Instructions to follow → Those lines of the data that hold the word "Bridlewood" are to be copied out.

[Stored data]
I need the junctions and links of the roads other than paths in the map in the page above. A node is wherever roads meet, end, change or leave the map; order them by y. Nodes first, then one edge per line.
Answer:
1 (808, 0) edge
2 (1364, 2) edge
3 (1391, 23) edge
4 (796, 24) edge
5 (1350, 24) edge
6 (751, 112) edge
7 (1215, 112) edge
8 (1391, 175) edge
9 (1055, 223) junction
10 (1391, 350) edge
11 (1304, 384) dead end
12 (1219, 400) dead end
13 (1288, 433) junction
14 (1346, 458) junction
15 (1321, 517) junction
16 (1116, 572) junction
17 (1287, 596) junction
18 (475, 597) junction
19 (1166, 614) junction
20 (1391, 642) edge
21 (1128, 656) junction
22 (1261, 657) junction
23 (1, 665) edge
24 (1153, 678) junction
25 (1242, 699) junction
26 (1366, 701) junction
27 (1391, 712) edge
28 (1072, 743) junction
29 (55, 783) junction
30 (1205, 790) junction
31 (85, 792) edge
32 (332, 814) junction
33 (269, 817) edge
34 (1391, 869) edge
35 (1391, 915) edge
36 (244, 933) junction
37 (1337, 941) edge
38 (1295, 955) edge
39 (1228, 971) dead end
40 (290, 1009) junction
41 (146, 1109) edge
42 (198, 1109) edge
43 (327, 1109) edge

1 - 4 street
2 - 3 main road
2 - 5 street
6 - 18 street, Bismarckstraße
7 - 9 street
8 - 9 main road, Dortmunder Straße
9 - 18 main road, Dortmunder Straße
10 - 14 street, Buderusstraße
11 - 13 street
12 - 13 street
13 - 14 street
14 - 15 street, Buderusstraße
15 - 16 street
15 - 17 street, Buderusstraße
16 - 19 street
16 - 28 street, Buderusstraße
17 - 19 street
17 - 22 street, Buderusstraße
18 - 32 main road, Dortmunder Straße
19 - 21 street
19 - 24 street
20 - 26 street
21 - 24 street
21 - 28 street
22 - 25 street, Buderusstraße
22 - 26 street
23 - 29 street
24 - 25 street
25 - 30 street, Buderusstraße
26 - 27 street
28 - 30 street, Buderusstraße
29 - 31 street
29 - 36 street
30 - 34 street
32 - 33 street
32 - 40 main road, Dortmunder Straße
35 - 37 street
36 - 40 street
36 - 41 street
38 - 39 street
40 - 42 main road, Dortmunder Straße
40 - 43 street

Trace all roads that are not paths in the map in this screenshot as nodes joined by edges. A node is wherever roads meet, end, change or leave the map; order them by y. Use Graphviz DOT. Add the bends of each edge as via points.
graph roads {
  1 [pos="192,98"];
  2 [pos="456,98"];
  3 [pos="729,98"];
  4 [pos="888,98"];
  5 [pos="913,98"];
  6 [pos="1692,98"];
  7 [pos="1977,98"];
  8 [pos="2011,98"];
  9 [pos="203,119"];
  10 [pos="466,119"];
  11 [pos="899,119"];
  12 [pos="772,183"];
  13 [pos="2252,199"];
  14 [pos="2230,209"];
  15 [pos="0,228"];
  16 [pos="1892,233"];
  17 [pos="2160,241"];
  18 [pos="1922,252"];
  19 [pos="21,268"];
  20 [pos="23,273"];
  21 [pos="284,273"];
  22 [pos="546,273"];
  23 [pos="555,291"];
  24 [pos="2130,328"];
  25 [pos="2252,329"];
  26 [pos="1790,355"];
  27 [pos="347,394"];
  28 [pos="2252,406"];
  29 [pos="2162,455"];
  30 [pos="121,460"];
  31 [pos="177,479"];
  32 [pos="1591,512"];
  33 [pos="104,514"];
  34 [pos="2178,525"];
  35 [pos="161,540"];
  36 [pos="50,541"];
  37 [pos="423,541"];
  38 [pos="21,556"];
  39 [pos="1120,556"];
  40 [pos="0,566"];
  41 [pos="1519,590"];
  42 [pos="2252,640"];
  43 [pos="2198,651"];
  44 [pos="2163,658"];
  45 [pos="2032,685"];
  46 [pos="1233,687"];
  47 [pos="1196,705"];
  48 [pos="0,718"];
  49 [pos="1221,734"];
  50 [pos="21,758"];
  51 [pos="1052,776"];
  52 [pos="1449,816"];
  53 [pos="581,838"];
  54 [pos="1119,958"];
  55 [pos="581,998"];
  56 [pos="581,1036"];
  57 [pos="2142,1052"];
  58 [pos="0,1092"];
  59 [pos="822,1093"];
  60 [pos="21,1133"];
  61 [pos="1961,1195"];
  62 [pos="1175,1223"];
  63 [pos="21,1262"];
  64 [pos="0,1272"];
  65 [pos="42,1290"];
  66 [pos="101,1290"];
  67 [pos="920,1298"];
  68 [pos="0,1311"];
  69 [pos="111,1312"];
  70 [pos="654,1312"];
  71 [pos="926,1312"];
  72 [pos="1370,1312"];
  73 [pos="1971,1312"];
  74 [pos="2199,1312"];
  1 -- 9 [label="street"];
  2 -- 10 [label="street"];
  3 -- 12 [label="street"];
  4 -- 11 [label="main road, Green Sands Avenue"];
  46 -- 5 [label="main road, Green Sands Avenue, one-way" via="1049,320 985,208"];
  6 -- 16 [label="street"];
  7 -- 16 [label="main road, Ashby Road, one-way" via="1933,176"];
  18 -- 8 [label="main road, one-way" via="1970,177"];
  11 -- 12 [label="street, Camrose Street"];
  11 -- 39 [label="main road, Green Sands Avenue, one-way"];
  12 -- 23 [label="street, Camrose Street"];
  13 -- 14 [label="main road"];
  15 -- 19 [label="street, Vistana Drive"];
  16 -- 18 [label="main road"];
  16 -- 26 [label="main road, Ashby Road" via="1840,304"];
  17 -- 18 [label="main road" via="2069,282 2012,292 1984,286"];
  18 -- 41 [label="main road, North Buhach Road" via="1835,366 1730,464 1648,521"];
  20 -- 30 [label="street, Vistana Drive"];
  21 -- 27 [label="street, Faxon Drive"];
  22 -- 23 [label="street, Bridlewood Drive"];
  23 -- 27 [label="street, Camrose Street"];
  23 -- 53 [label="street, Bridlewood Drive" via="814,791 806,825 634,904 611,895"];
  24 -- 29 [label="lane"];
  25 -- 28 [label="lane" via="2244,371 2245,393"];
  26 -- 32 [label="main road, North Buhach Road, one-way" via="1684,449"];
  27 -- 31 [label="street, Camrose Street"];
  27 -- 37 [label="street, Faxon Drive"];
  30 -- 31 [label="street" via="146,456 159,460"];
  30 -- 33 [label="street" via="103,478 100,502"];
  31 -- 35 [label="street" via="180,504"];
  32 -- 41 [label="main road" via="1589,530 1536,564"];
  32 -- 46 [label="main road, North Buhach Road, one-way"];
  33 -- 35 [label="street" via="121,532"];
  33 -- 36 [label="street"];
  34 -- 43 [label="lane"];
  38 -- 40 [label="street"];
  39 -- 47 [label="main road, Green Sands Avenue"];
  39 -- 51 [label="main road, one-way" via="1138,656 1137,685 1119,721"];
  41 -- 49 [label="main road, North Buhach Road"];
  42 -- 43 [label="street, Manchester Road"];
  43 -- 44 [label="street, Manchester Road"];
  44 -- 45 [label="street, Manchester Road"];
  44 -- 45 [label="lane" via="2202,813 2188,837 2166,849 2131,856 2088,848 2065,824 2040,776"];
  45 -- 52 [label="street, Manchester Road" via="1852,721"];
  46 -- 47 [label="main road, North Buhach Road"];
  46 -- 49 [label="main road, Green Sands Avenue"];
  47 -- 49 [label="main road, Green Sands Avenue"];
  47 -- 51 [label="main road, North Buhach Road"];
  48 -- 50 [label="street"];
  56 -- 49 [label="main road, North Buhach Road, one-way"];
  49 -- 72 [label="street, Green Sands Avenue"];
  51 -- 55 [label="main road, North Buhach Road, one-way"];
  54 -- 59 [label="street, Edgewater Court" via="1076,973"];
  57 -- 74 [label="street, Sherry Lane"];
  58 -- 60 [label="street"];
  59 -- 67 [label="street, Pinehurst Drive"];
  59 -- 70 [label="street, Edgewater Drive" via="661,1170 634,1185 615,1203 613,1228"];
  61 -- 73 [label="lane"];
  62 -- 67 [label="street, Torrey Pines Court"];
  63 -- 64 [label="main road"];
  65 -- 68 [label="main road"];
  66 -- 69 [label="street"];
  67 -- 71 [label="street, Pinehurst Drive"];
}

Exercise output →
  22 -- 23 [label="street, Bridlewood Drive"];
  23 -- 53 [label="street, Bridlewood Drive" via="814,791 806,825 634,904 611,895"];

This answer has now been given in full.